WHAT YOU ARE ASKED TO DO
From the line that contains "<h2>Nearby<small>5 results</small></h2>" to the final line of the entries, return every line exactly and leave out all others.

EXERCISE INPUT
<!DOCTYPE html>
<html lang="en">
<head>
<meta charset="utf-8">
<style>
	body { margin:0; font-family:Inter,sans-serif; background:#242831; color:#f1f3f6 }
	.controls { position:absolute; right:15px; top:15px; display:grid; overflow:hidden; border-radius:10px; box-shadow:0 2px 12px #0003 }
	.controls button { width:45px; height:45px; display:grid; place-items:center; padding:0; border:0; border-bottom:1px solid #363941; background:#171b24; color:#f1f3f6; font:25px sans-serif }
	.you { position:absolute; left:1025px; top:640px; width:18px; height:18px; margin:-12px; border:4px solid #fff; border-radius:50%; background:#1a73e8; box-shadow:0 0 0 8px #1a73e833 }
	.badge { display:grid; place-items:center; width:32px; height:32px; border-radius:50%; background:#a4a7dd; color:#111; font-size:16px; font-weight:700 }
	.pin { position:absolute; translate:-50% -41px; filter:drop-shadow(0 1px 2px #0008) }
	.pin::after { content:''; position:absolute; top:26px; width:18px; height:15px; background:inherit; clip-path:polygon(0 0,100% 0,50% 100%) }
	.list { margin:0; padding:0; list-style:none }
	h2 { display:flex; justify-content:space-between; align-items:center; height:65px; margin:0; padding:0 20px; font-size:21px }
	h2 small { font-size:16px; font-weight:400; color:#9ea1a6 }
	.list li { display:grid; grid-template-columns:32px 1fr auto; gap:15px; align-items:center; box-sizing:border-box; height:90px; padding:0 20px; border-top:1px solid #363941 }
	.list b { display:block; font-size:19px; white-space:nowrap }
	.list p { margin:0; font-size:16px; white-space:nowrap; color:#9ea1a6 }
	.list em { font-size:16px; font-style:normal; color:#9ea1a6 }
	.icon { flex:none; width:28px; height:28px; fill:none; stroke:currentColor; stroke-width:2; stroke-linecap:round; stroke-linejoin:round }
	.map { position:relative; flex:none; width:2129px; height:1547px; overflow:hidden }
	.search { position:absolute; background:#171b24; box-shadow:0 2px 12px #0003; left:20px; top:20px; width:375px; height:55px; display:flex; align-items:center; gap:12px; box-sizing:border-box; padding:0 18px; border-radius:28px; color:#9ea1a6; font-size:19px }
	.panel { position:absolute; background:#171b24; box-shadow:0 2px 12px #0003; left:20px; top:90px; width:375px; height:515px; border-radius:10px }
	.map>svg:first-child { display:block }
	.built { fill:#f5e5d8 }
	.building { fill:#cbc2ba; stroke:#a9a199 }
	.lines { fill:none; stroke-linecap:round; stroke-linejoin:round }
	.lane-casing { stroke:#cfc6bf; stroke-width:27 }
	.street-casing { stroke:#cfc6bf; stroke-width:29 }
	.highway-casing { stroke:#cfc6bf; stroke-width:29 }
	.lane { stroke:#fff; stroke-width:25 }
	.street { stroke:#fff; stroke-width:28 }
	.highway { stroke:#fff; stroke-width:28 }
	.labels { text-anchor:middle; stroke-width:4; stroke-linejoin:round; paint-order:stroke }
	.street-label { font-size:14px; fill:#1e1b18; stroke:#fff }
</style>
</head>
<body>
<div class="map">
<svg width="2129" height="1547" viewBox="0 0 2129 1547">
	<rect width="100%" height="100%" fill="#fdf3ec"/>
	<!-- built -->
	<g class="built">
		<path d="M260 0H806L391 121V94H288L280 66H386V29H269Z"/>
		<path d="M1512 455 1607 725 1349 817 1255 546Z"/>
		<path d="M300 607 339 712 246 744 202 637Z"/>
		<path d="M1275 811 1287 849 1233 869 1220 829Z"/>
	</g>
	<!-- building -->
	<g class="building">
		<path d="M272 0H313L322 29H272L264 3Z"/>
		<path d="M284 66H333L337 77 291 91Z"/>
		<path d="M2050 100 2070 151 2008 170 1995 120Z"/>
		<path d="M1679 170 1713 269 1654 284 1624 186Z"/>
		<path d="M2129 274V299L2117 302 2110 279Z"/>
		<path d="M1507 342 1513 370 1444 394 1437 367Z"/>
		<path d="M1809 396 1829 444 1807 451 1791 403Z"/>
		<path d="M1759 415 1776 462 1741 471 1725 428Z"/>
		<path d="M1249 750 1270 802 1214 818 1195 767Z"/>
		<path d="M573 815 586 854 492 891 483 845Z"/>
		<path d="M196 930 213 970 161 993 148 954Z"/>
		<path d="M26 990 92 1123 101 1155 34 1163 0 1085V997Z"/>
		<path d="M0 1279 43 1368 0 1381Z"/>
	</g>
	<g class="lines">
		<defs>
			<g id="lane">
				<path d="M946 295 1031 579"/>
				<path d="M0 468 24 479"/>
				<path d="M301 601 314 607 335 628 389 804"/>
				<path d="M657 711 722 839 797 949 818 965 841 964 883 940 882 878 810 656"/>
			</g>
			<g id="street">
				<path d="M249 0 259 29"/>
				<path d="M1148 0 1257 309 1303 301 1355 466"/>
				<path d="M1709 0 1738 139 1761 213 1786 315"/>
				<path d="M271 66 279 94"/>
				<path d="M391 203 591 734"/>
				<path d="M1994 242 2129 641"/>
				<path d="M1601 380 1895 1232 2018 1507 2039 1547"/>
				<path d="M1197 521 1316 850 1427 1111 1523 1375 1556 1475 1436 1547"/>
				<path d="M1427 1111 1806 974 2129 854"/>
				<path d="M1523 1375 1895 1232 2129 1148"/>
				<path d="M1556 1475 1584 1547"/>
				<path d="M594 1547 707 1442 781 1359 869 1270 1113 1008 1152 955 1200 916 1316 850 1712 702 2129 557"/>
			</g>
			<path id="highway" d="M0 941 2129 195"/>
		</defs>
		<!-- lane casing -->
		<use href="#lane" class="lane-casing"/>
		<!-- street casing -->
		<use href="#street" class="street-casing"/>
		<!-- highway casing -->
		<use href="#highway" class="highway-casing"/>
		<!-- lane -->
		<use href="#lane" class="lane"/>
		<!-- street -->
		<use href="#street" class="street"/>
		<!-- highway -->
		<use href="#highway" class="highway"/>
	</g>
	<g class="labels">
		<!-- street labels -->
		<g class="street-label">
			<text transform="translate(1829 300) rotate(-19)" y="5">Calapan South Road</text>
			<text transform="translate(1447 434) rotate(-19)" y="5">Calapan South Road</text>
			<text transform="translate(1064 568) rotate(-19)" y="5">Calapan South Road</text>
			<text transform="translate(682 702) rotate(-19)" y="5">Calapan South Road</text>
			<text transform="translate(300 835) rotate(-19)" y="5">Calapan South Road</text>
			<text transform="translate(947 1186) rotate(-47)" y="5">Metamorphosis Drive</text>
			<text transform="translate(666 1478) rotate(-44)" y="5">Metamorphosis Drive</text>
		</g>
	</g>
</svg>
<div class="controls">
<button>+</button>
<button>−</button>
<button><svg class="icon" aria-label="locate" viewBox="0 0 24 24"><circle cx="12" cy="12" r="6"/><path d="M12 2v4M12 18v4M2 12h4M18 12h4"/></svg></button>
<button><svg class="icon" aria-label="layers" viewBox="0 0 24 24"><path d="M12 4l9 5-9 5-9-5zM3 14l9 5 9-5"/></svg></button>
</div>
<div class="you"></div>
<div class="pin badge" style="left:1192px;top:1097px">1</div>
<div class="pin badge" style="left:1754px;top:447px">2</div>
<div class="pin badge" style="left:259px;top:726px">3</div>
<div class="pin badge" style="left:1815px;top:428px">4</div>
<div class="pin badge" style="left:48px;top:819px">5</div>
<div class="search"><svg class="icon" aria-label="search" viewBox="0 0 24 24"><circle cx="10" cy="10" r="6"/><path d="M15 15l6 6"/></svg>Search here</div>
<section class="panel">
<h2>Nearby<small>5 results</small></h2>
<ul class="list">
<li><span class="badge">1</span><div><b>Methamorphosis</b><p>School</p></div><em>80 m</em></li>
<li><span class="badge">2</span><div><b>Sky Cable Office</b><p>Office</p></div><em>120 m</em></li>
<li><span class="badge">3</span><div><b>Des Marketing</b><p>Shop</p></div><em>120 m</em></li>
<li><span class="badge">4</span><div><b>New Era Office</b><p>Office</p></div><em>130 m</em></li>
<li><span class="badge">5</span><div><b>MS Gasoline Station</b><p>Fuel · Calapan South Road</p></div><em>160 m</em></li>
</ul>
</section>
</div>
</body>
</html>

EXERCISE RESPONSE
<h2>Nearby<small>5 results</small></h2>
<ul class="list">
<li><span class="badge">1</span><div><b>Methamorphosis</b><p>School</p></div><em>80 m</em></li>
<li><span class="badge">2</span><div><b>Sky Cable Office</b><p>Office</p></div><em>120 m</em></li>
<li><span class="badge">3</span><div><b>Des Marketing</b><p>Shop</p></div><em>120 m</em></li>
<li><span class="badge">4</span><div><b>New Era Office</b><p>Office</p></div><em>130 m</em></li>
<li><span class="badge">5</span><div><b>MS Gasoline Station</b><p>Fuel · Calapan South Road</p></div><em>160 m</em></li>
</ul>
</section>
</div>
</body>
</html>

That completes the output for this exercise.